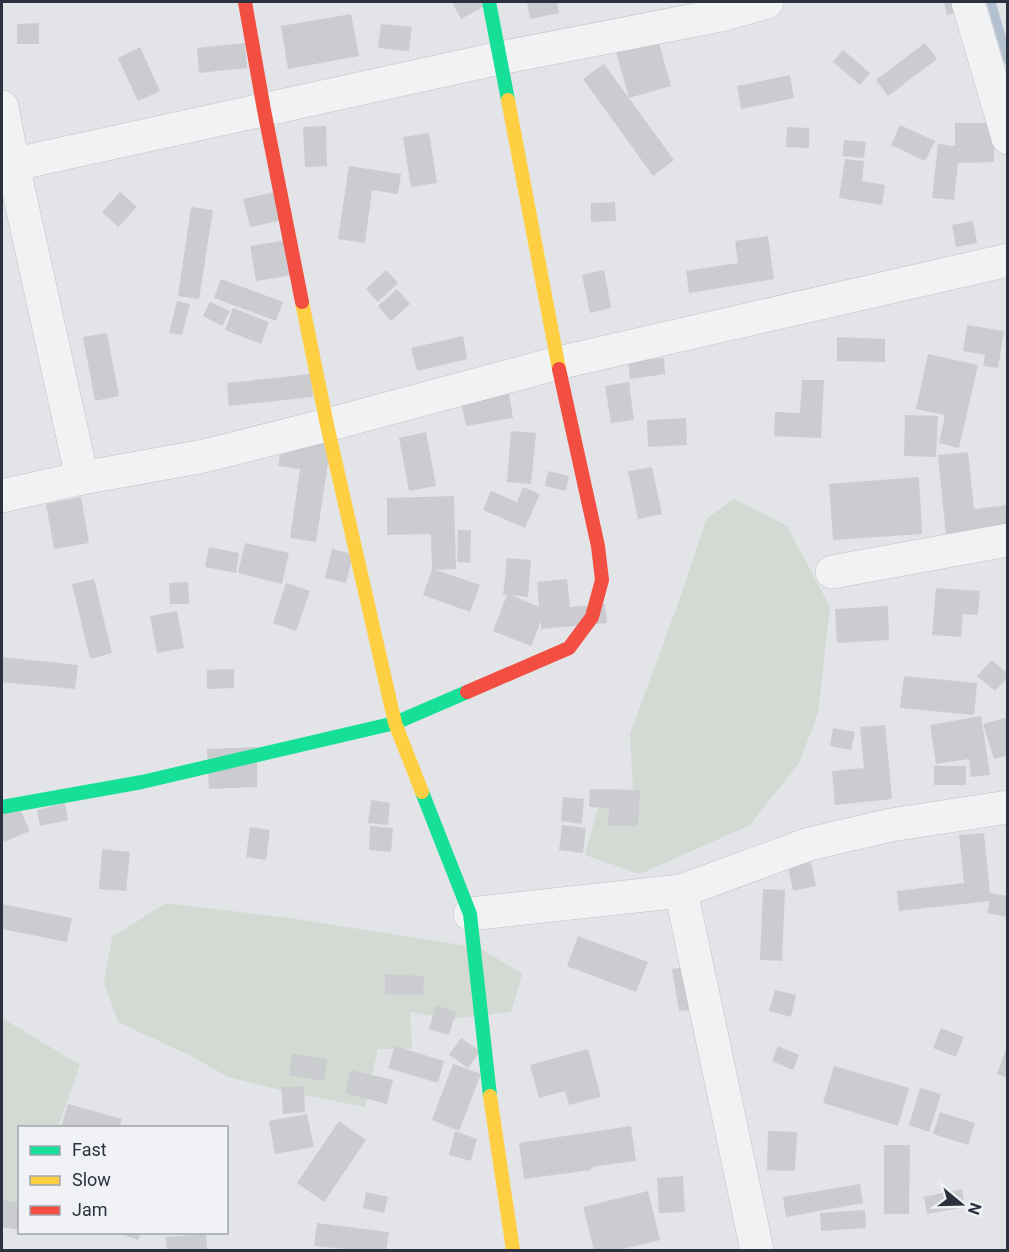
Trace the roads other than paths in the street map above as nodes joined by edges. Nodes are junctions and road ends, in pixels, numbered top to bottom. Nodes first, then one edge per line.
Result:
1 (245, 2) edge
2 (489, 2) edge
3 (767, 2) edge
4 (968, 2) edge
5 (500, 58) junction
6 (2, 107) edge
7 (264, 110) junction
8 (1008, 138) edge
9 (7, 166) edge
10 (1008, 260) edge
11 (558, 363) junction
12 (327, 425) junction
13 (82, 478) junction
14 (2, 496) edge
15 (1008, 540) edge
16 (832, 572) dead end
17 (395, 723) junction
18 (2, 807) edge
19 (1008, 807) edge
20 (681, 891) junction
21 (470, 914) junction
22 (513, 1251) edge
23 (756, 1251) edge

1 - 7 street
2 - 5 street
3 - 5 street
4 - 8 street
5 - 7 street
5 - 11 street
6 - 9 street
7 - 9 street
7 - 12 street
9 - 13 street
10 - 11 street
11 - 12 street
11 - 17 street
12 - 13 street
12 - 17 street
13 - 14 street
15 - 16 street
17 - 18 street
17 - 21 street
19 - 20 street
20 - 21 street
20 - 23 street
21 - 22 street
:::::
■ Task to complete ■
Set down every record word for word and leave out the pictures.

■ Task response ■
Trace the roads other than paths in the street map above as nodes joined by edges. Nodes are junctions and road ends, in pixels, numbered top to bottom. Nodes first, then one edge per line.
Result:
1 (245, 2) edge
2 (489, 2) edge
3 (767, 2) edge
4 (968, 2) edge
5 (500, 58) junction
6 (2, 107) edge
7 (264, 110) junction
8 (1008, 138) edge
9 (7, 166) edge
10 (1008, 260) edge
11 (558, 363) junction
12 (327, 425) junction
13 (82, 478) junction
14 (2, 496) edge
15 (1008, 540) edge
16 (832, 572) dead end
17 (395, 723) junction
18 (2, 807) edge
19 (1008, 807) edge
20 (681, 891) junction
21 (470, 914) junction
22 (513, 1251) edge
23 (756, 1251) edge

1 - 7 street
2 - 5 street
3 - 5 street
4 - 8 street
5 - 7 street
5 - 11 street
6 - 9 street
7 - 9 street
7 - 12 street
9 - 13 street
10 - 11 street
11 - 12 street
11 - 17 street
12 - 13 street
12 - 17 street
13 - 14 street
15 - 16 street
17 - 18 street
17 - 21 street
19 - 20 street
20 - 21 street
20 - 23 street
21 - 22 street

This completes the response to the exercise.